The Butterfly Award is given to a Chelsea Public Schools teacher each year at the Opening Day Convocation by the family of Carolyn Arond.
This year’s recipient was Sela Kenen of the Chelsea Opportunity Academy. In addition to being presented with the award at Convocation, Kenan was also recognized at last week’s School Committee meeting.
The award supports creative ideas and innovative instructional practices and is presented to an educator who exemplifies the qualities and attributes that Arond brought to her professional practice.
In Chelsea, at the Shurtleff and Hooks Schools, Arond focused her
attention on Limited English Proficient students who began arriving from around the world and in need of help and support. Arond retired in 2006 and passed away in 2012.
Chelsea Opportunity Academy assistant principal said Kenen exemplifies those qualities exemplified by Arond, making her a perfect choice for the award.
“It’s nearly impossible to express how clearly Sela exemplifies the … characteristics (of a Butterfly award nominee),” Chelsea Opportunity Academy assistant principal Adam Aronson stated.
Aronson said Kenan led the charge to make sure English Language Learners at Chelsea Opportunity Academy did not fall behind during the Covid-19 pandemic.
“In 2020, the world closed down due to the Covid-19 pandemic, work went remote for nearly all workers except for our essential workers,” stated Aronson. “The Chelsea Opportunity Academy serves students who are over age and undercredited, who are off track to graduate due to outside life circumstances. Our students are 17 or older, and often work full-time jobs.”
During the pandemic, 70 percent of the academy students were working full time while completing courses during the pandemic, he added.
“One population of students began to fall further and further behind, our English Language Learner students; particularly those who were working and had major gaps in their education,” said Aronson. “Sela has advocated ferociously at times for our students.

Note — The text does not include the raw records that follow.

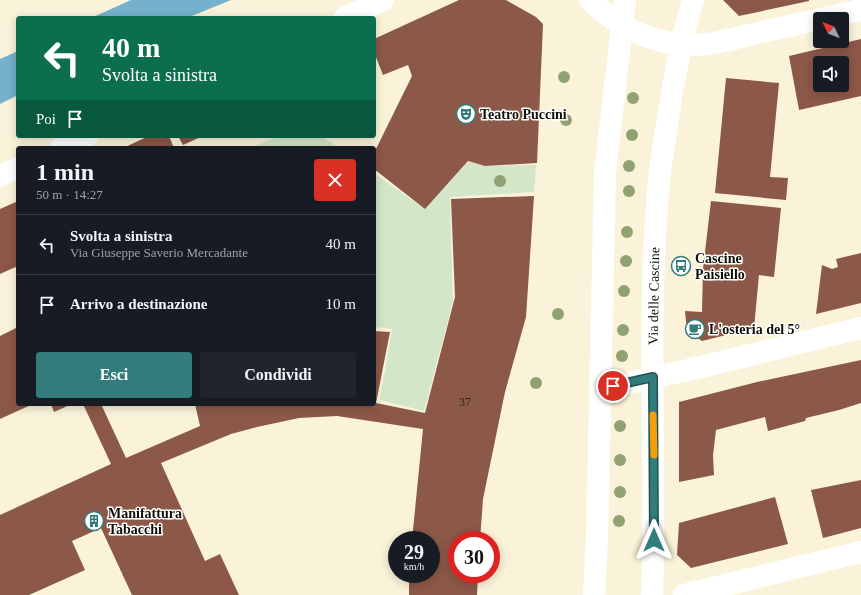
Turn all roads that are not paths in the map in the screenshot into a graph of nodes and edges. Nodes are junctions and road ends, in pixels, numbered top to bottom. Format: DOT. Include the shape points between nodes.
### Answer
graph roads {
  1 [pos="383,0"];
  2 [pos="590,0"];
  3 [pos="626,0"];
  4 [pos="692,0"];
  5 [pos="861,10"];
  6 [pos="348,16"];
  7 [pos="623,26"];
  8 [pos="681,44"];
  9 [pos="83,138"];
  10 [pos="65,146"];
  11 [pos="16,169"];
  12 [pos="0,176"];
  13 [pos="861,328"];
  14 [pos="653,377"];
  15 [pos="600,389"];
  16 [pos="861,552"];
  17 [pos="594,595"];
  18 [pos="652,595"];
  19 [pos="684,595"];
  1 -- 6 [label="street"];
  2 -- 7 [label="street" via="612,20"];
  3 -- 7 [label="street"];
  4 -- 8 [label="street, Via delle Cascine"];
  5 -- 8 [label="street" via="708,44"];
  7 -- 8 [label="street" via="662,42"];
  7 -- 15 [label="street" via="605,173"];
  8 -- 14 [label="street, Via delle Cascine" via="659,180 654,269"];
  9 -- 10 [label="street"];
  11 -- 12 [label="street"];
  13 -- 14 [label="street"];
  14 -- 15 [label="street"];
  14 -- 18 [label="street, Via delle Cascine"];
  15 -- 17 [label="street"];
  16 -- 19 [label="street"];
}
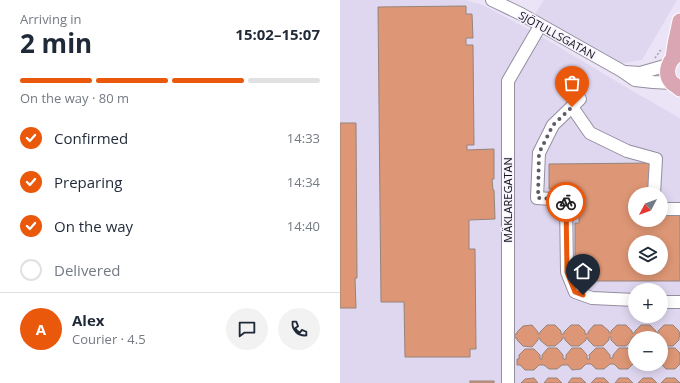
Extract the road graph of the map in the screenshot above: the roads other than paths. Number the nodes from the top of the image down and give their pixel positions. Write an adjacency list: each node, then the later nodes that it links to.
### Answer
1 (492, 0): 3 (street, SJÖTULLSGATAN)
2 (680, 21): 4 (main road)
3 (540, 26): 5 (street, SJÖTULLSGATAN); 13 (street, MÄKLAREGATAN)
4 (668, 57): 5 (street, SJÖTULLSGATAN); 6 (main road)
5 (622, 71): 6 (street, SJÖTULLSGATAN)
6 (676, 86)
7 (654, 187): 10 (street)
8 (668, 209): 9 (street)
9 (680, 209)
10 (628, 300)
11 (668, 302): 12 (street)
12 (680, 302)
13 (508, 383)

She has pushed her fellow teachers and administration to dig deep into ELL best practices.”
Kenen facilitated a year-and-a-half of professional development services for staff to fulfill best practices in curriculum and instruction so that her colleagues could best support all students.
“She worked nights and weekends to provide an educational experience and social service connections to our students,” said Aronson.

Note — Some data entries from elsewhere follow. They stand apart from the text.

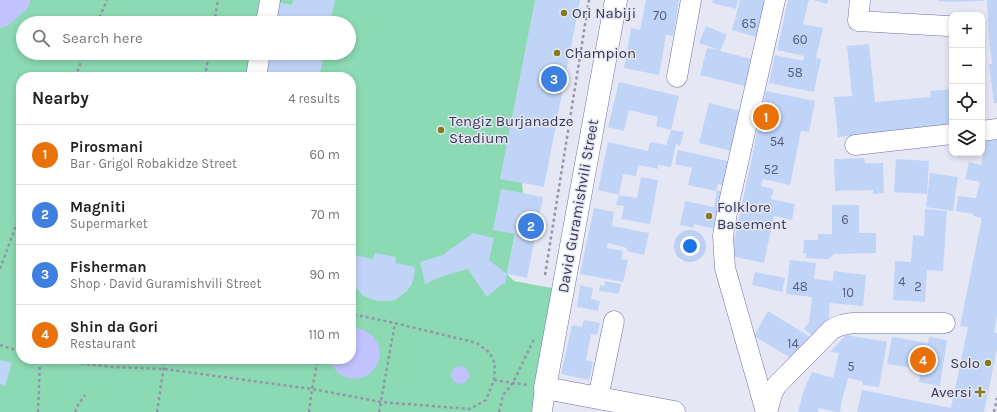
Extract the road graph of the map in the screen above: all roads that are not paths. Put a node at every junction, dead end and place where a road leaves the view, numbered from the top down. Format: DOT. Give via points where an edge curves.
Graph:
graph roads {
  1 [pos="270,0"];
  2 [pos="616,0"];
  3 [pos="691,0"];
  4 [pos="775,0"];
  5 [pos="860,0"];
  6 [pos="267,16"];
  7 [pos="948,26"];
  8 [pos="259,60"];
  9 [pos="257,72"];
  10 [pos="677,77"];
  11 [pos="997,129"];
  12 [pos="985,130"];
  13 [pos="949,134"];
  14 [pos="855,145"];
  15 [pos="614,321"];
  16 [pos="945,323"];
  17 [pos="545,388"];
  18 [pos="598,398"];
  19 [pos="542,412"];
  20 [pos="674,412"];
  21 [pos="766,412"];
  1 -- 6 [label="street"];
  2 -- 17 [label="main road, David Guramishvili Street"];
  3 -- 10 [label="street"];
  4 -- 21 [label="street" via="723,236 725,268"];
  5 -- 7 [label="street" via="858,21"];
  8 -- 9 [label="street"];
  11 -- 12 [label="street"];
  13 -- 14 [label="street"];
  15 -- 18 [label="street"];
  16 -- 21 [label="street" via="853,323 836,327 776,386"];
  17 -- 18 [label="main road"];
  17 -- 19 [label="street, David Guramishvili Street"];
  18 -- 20 [label="main road"];
}
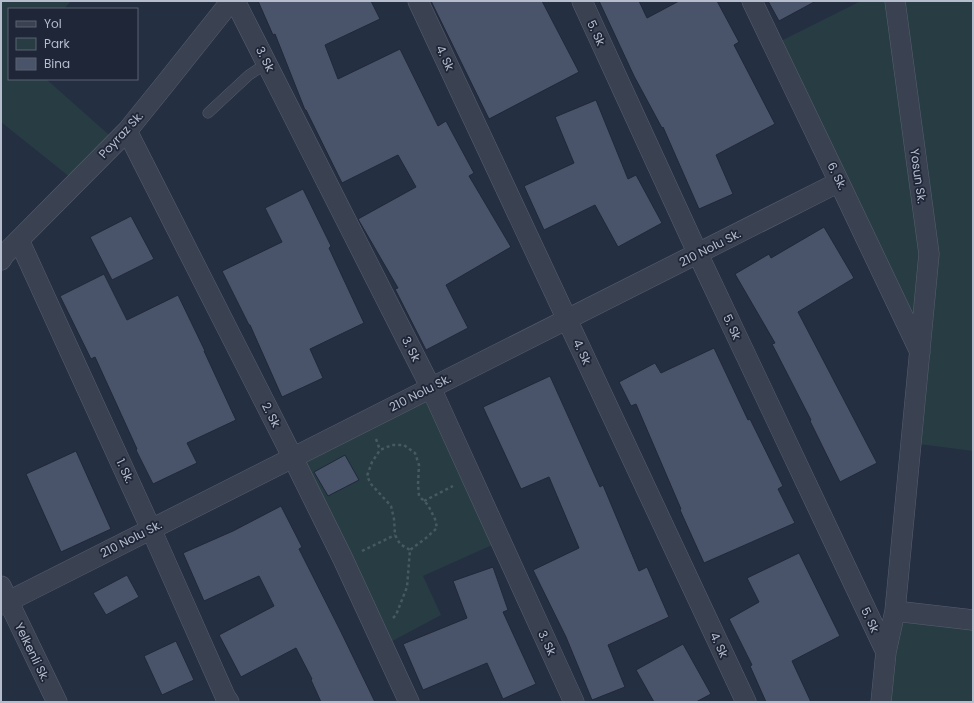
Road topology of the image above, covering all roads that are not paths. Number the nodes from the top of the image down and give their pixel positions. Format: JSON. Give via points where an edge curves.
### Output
{"nodes":[{"id":1,"x":231,"y":1,"type":"edge"},
{"id":2,"x":235,"y":1,"type":"edge"},
{"id":3,"x":418,"y":1,"type":"edge"},
{"id":4,"x":582,"y":1,"type":"edge"},
{"id":5,"x":752,"y":1,"type":"edge"},
{"id":6,"x":895,"y":1,"type":"edge"},
{"id":7,"x":267,"y":63,"type":"junction"},
{"id":8,"x":208,"y":113,"type":"dead end"},
{"id":9,"x":127,"y":131,"type":"junction"},
{"id":10,"x":840,"y":182,"type":"junction"},
{"id":11,"x":19,"y":240,"type":"junction"},
{"id":12,"x":698,"y":254,"type":"junction"},
{"id":13,"x":1,"y":260,"type":"edge"},
{"id":14,"x":567,"y":320,"type":"junction"},
{"id":15,"x":920,"y":352,"type":"junction"},
{"id":16,"x":431,"y":388,"type":"junction"},
{"id":17,"x":293,"y":458,"type":"junction"},
{"id":18,"x":151,"y":529,"type":"junction"},
{"id":19,"x":3,"y":597,"type":"edge"},
{"id":20,"x":895,"y":611,"type":"junction"},
{"id":21,"x":973,"y":620,"type":"edge"},
{"id":22,"x":886,"y":652,"type":"junction"},
{"id":23,"x":56,"y":702,"type":"edge"},
{"id":24,"x":229,"y":702,"type":"edge"},
{"id":25,"x":409,"y":702,"type":"edge"},
{"id":26,"x":574,"y":702,"type":"edge"},
{"id":27,"x":746,"y":702,"type":"edge"},
{"id":28,"x":881,"y":702,"type":"edge"}],
"edges":[{"from":1,"to":9,"type":"street","name":"Poyraz Sk."},
{"from":2,"to":7,"type":"street","name":"3. Sk"},
{"from":3,"to":14,"type":"street","name":"4. Sk"},
{"from":4,"to":12,"type":"street","name":"5. Sk"},
{"from":5,"to":10,"type":"street","name":"6. Sk."},
{"from":6,"to":15,"type":"street","name":"Yosun Sk.","via":[[929,254]]},
{"from":7,"to":8,"type":"lane","via":[[249,75]]},
{"from":7,"to":16,"type":"street","name":"3. Sk"},
{"from":9,"to":11,"type":"street","name":"Poyraz Sk."},
{"from":9,"to":17,"type":"street","name":"2. Sk"},
{"from":10,"to":12,"type":"street","name":"210 Nolu Sk."},
{"from":10,"to":15,"type":"street","name":"6. Sk."},
{"from":11,"to":13,"type":"street","name":"Poyraz Sk."},
{"from":11,"to":18,"type":"street","name":"1. Sk."},
{"from":12,"to":14,"type":"street","name":"210 Nolu Sk."},
{"from":12,"to":22,"type":"street","name":"5. Sk"},
{"from":14,"to":16,"type":"street","name":"210 Nolu Sk."},
{"from":14,"to":27,"type":"street","name":"4. Sk"},
{"from":15,"to":20,"type":"street","name":"Yosun Sk."},
{"from":16,"to":17,"type":"street","name":"210 Nolu Sk."},
{"from":16,"to":26,"type":"street","name":"3. Sk"},
{"from":17,"to":18,"type":"street","name":"210 Nolu Sk."},
{"from":17,"to":25,"type":"street","name":"2. Sk"},
{"from":18,"to":19,"type":"street","name":"210 Nolu Sk."},
{"from":18,"to":24,"type":"street","name":"1. Sk."},
{"from":19,"to":23,"type":"street","name":"Yelkenli Sk."},
{"from":20,"to":21,"type":"street"},
{"from":20,"to":22,"type":"street","name":"Yosun Sk."},
{"from":22,"to":28,"type":"street","name":"Yosun Sk."}]}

As the school reopened, Kenen noticed that the school’s working ELL students still continued to lag behind in terms of academic credit.
“Many of those students held highly skilled jobs, including an arborist, a head chef, and a floor installation expert,” stated Aronson.
Kenen advocated for a work-to-credit program at Chelsea Opportunity Academy that has already served over 40 of the city’s most at-need students.
“Her students are loved, supported, and pushed to become their best selves,” stated Aronson.
Kenen received a $500 award that can be used for professional development opportunities or for materials and/or activities that will enhance and support student learning.